Your task: Sort through the material below and copy each line with "dead".

----

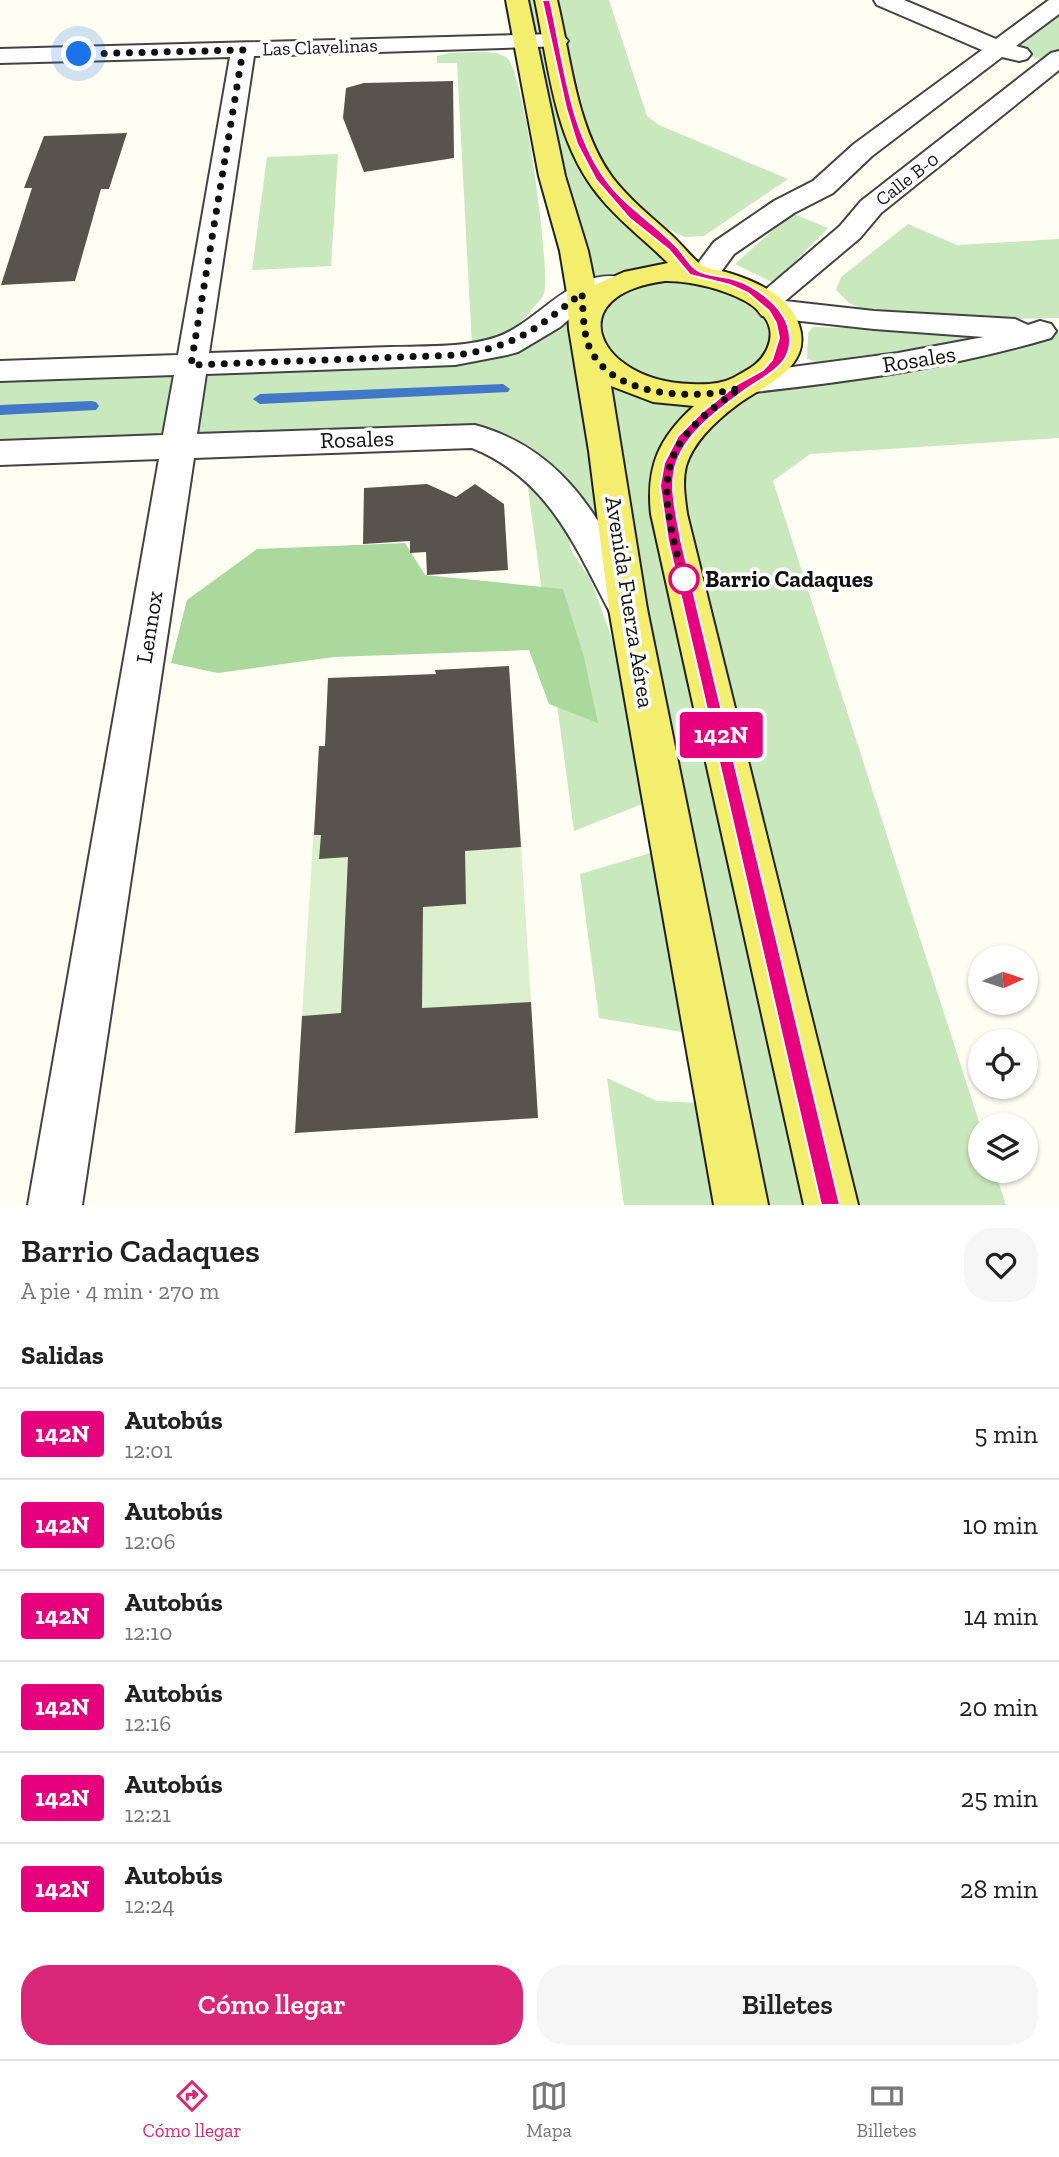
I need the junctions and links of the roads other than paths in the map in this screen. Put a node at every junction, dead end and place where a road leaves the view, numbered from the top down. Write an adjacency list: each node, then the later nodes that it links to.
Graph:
1 (517, 0): 6 (main road, Avenida Fuerza Aérea)
2 (546, 0): 5 (main road)
3 (885, 0): 7 (street)
4 (1059, 2): 7 (street)
5 (556, 41): 6 (street, Las Clavelinas); 11 (main road)
6 (525, 42): 8 (street, Las Clavelinas); 13 (main road, Avenida Fuerza Aérea)
7 (1000, 49): 10 (street); 11 (street)
8 (243, 50): 9 (street, Las Clavelinas); 17 (street, Lennox)
9 (0, 57)
10 (1057, 61): 14 (street, Calle B-0)
11 (699, 273): 12 (main road); 14 (main road)
12 (628, 279): 13 (street); 16 (main road)
13 (582, 293): 16 (main road, Avenida Fuerza Aérea); 17 (street)
14 (769, 306): 15 (street, Rosales); 19 (main road)
15 (1050, 331): 19 (street, Rosales)
16 (586, 336): 19 (main road); 22 (main road, Avenida Fuerza Aérea)
17 (191, 365): 18 (street); 20 (street, Lennox)
18 (0, 371)
19 (747, 385): 25 (main road)
20 (178, 446): 21 (street, Rosales); 22 (street, Rosales); 23 (street, Lennox)
21 (0, 453)
22 (628, 610): 24 (main road, Avenida Fuerza Aérea)
23 (55, 1205)
24 (741, 1205)
25 (831, 1205)

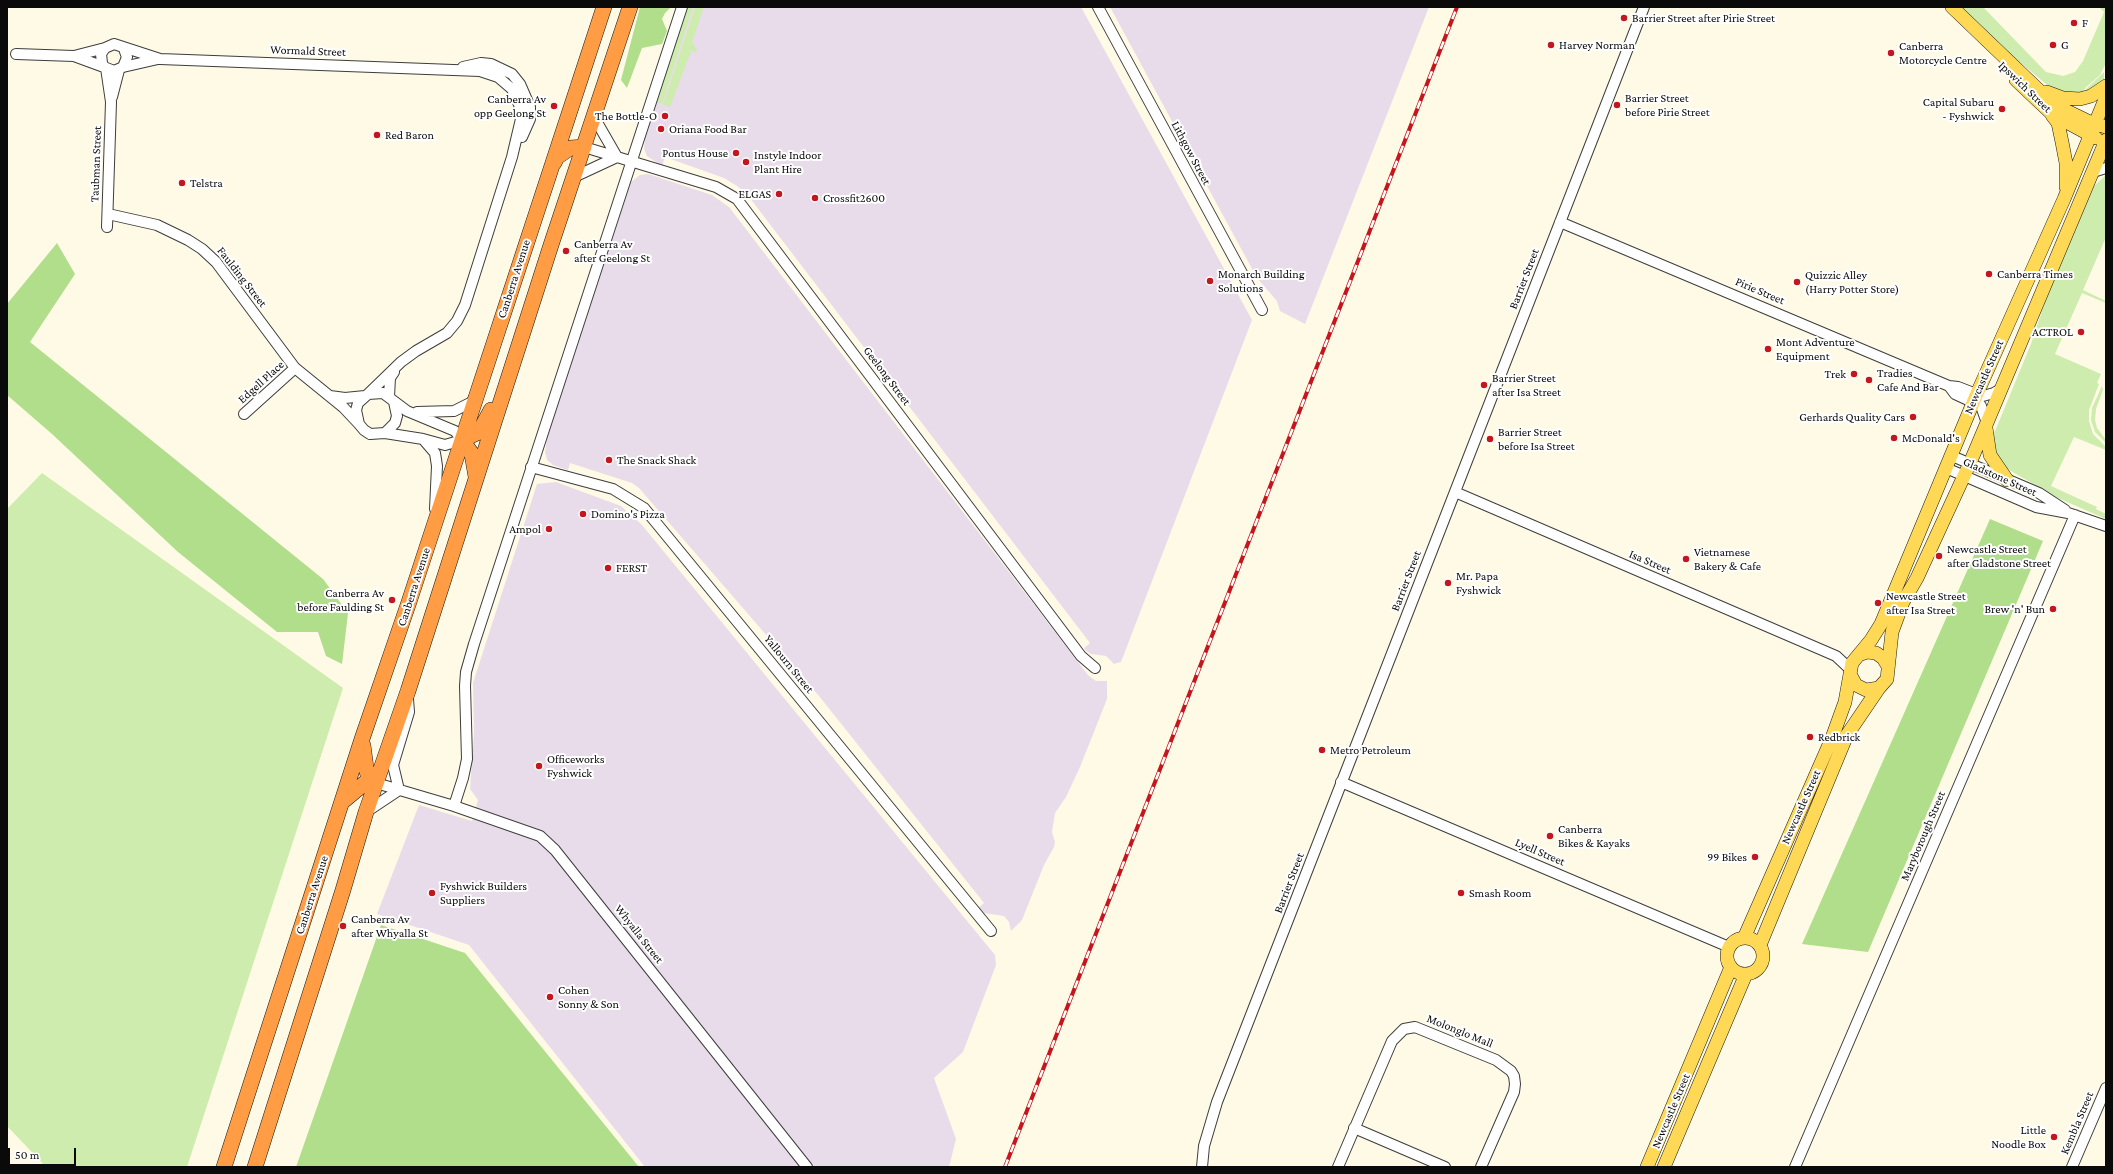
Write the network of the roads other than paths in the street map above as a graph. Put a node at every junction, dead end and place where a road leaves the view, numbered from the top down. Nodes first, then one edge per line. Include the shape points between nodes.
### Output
1 (604, 7) edge
2 (630, 7) edge
3 (682, 7) edge
4 (1098, 7) edge
5 (1644, 7) edge
6 (1956, 10) edge
7 (105, 48) junction
8 (124, 48) junction
9 (16, 54) dead end
10 (74, 56) junction
11 (160, 59) junction
12 (105, 67) junction
13 (121, 69) junction
14 (2106, 86) edge
15 (2037, 89) junction
16 (2106, 96) edge
17 (111, 102) junction
18 (2052, 114) junction
19 (568, 115) junction
20 (594, 116) junction
21 (2097, 129) edge
22 (2106, 141) edge
23 (584, 147) junction
24 (617, 156) junction
25 (632, 161) junction
26 (2106, 168) edge
27 (550, 171) junction
28 (2093, 172) junction
29 (574, 177) junction
30 (2066, 192) junction
31 (108, 214) junction
32 (1560, 222) junction
33 (107, 227) dead end
34 (1262, 310) dead end
35 (515, 360) junction
36 (401, 362) junction
37 (295, 368) junction
38 (480, 383) junction
39 (2002, 388) junction
40 (367, 395) junction
41 (330, 396) junction
42 (1974, 398) junction
43 (392, 400) junction
44 (407, 411) junction
45 (244, 414) dead end
46 (359, 424) junction
47 (1986, 425) junction
48 (385, 433) junction
49 (424, 439) junction
50 (462, 440) junction
51 (1949, 462) junction
52 (1970, 463) junction
53 (532, 467) junction
54 (1965, 476) junction
55 (2007, 480) junction
56 (476, 482) junction
57 (1455, 492) junction
58 (2072, 514) junction
59 (2106, 526) edge
60 (432, 531) junction
61 (1836, 656) junction
62 (1858, 656) junction
63 (1888, 666) junction
64 (1095, 668) dead end
65 (1850, 671) junction
66 (1879, 688) junction
67 (408, 691) junction
68 (362, 739) junction
69 (376, 782) junction
70 (1341, 782) junction
71 (399, 790) junction
72 (342, 802) junction
73 (454, 806) junction
74 (366, 812) junction
75 (991, 931) dead end
76 (1744, 938) junction
77 (1760, 945) junction
78 (1729, 947) junction
79 (1731, 967) junction
80 (1746, 974) junction
81 (2106, 1088) edge
82 (1354, 1128) junction
83 (224, 1167) edge
84 (254, 1167) edge
85 (806, 1167) edge
86 (1202, 1167) edge
87 (1338, 1167) edge
88 (1445, 1167) edge
89 (1481, 1167) edge
90 (1647, 1167) edge
91 (1664, 1167) edge
92 (1795, 1167) edge
93 (2072, 1167) edge

1 - 19 highway, Canberra Avenue
2 - 20 highway, Canberra Avenue
3 - 25 street
4 - 34 street, Lithgow Street
5 - 32 street, Barrier Street
6 - 15 main road, Ipswich Street
6 - 18 main road, Ipswich Street via 1992,56
7 - 8 street, Wormald Street via 114,44
7 - 10 street, Wormald Street
7 - 12 street via 101,58
8 - 11 street, Wormald Street
8 - 13 street via 127,57
9 - 10 street, Wormald Street
10 - 12 street, Wormald Street
11 - 13 street, Wormald Street
11 - 36 street, Wormald Street via 455,69 490,73 512,88 521,109 521,118 512,157 465,305 447,333
12 - 13 street, Wormald Street via 110,70
12 - 17 street, Taubman Street
13 - 17 street, Taubman Street
14 - 15 main road via 2091,96 2072,99
15 - 21 main road, Ipswich Street via 2063,109
16 - 21 main road, Newcastle Street
17 - 31 street, Taubman Street
18 - 21 main road, Ipswich Street
18 - 30 main road via 2058,123 2066,163
19 - 23 highway via 571,134
19 - 27 highway, Canberra Avenue
20 - 23 highway, Canberra Avenue
20 - 24 street
21 - 22 main road, Ipswich Street
21 - 30 main road, Newcastle Street
22 - 28 main road, Newcastle Street
23 - 24 street, Geelong Street
23 - 27 highway via 570,148 562,153
23 - 29 highway, Canberra Avenue
24 - 25 street, Geelong Street
24 - 29 street
25 - 53 street
25 - 64 street, Geelong Street via 716,187 737,199 1080,656
26 - 28 street
27 - 38 highway, Canberra Avenue
28 - 39 main road, Newcastle Street
29 - 35 highway, Canberra Avenue
30 - 42 main road, Newcastle Street
31 - 33 street, Taubman Street
31 - 37 street, Faulding Street via 157,225 202,249 216,262
32 - 42 street, Pirie Street via 1949,386 1955,394 1968,400
32 - 57 street, Barrier Street
35 - 50 highway via 479,432
35 - 56 highway, Canberra Avenue
36 - 40 street, Wormald Street
36 - 43 street, Wormald Street via 390,378
37 - 41 street, Faulding Street
37 - 45 street, Edgell Place
38 - 44 street via 472,402 462,409 424,413
38 - 50 highway, Canberra Avenue
39 - 42 street
39 - 47 main road, Newcastle Street
40 - 41 street via 345,398
40 - 43 street via 376,392
40 - 46 street via 358,403 356,410
41 - 46 street, Faulding Street
42 - 47 street via 1981,406
42 - 51 main road, Newcastle Street
43 - 44 street
43 - 48 street via 397,416 395,423
44 - 50 street via 450,428
46 - 48 street via 370,434
47 - 52 main road, Newcastle Street
47 - 55 main road via 1990,455
48 - 49 street
49 - 50 street via 445,445
49 - 60 street via 435,453 437,466
50 - 56 highway via 472,454
50 - 60 highway, Canberra Avenue
51 - 52 street, Gladstone Street
51 - 54 street, Gladstone Street
51 - 62 main road, Newcastle Street via 1881,624
52 - 54 main road, Newcastle Street
52 - 55 street, Gladstone Street
53 - 73 street via 466,672 464,706 467,759
53 - 75 street, Yallourn Street via 613,489 644,508
54 - 58 street, Gladstone Street via 2036,507
54 - 63 main road, Newcastle Street via 1918,578 1903,602 1892,632
55 - 58 street, Gladstone Street via 2039,493
56 - 67 highway, Canberra Avenue
57 - 61 street, Isa Street
57 - 70 street, Barrier Street
58 - 59 street, Gladstone Street
58 - 92 street, Maryborough Street
60 - 68 highway, Canberra Avenue
61 - 62 street, Isa Street
61 - 65 street, Isa Street
62 - 63 main road via 1867,652 1876,653
62 - 65 main road, Newcastle Street
63 - 66 main road, Newcastle Street via 1887,679
65 - 66 main road via 1853,682 1860,688
65 - 76 main road, Newcastle Street via 1845,702 1832,738
66 - 77 main road, Newcastle Street via 1847,735
67 - 69 highway, Canberra Avenue
67 - 71 street via 409,712 393,765
68 - 69 highway via 368,775
68 - 72 highway, Canberra Avenue
69 - 71 street, Whyalla Street
69 - 72 highway via 366,782
69 - 74 highway, Canberra Avenue
70 - 78 street, Lyell Street
70 - 86 street, Barrier Street via 1217,1102 1204,1146
71 - 73 street, Whyalla Street
71 - 74 street
72 - 83 highway, Canberra Avenue
73 - 85 street, Whyalla Street via 540,836 555,850
74 - 84 highway, Canberra Avenue
76 - 77 main road via 1753,939
76 - 78 main road
77 - 80 main road via 1764,954 1762,964 1756,971
78 - 79 main road via 1727,957
79 - 80 main road via 1738,973
79 - 90 main road, Newcastle Street
80 - 91 main road, Newcastle Street
81 - 93 street, Kembla Street
82 - 87 street, Molonglo Mall
82 - 88 street
82 - 89 street, Molonglo Mall via 1392,1041 1404,1029 1415,1027 1425,1030 1496,1060 1514,1076 1514,1092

----

Response area:
I need the junctions and links of the roads other than paths in the map in this screen. Put a node at every junction, dead end and place where a road leaves the view, numbered from the top down. Write an adjacency list: each node, then the later nodes that it links to.
Write the network of the roads other than paths in the street map above as a graph. Put a node at every junction, dead end and place where a road leaves the view, numbered from the top down. Nodes first, then one edge per line. Include the shape points between nodes.
9 (16, 54) dead end
33 (107, 227) dead end
34 (1262, 310) dead end
45 (244, 414) dead end
64 (1095, 668) dead end
75 (991, 931) dead end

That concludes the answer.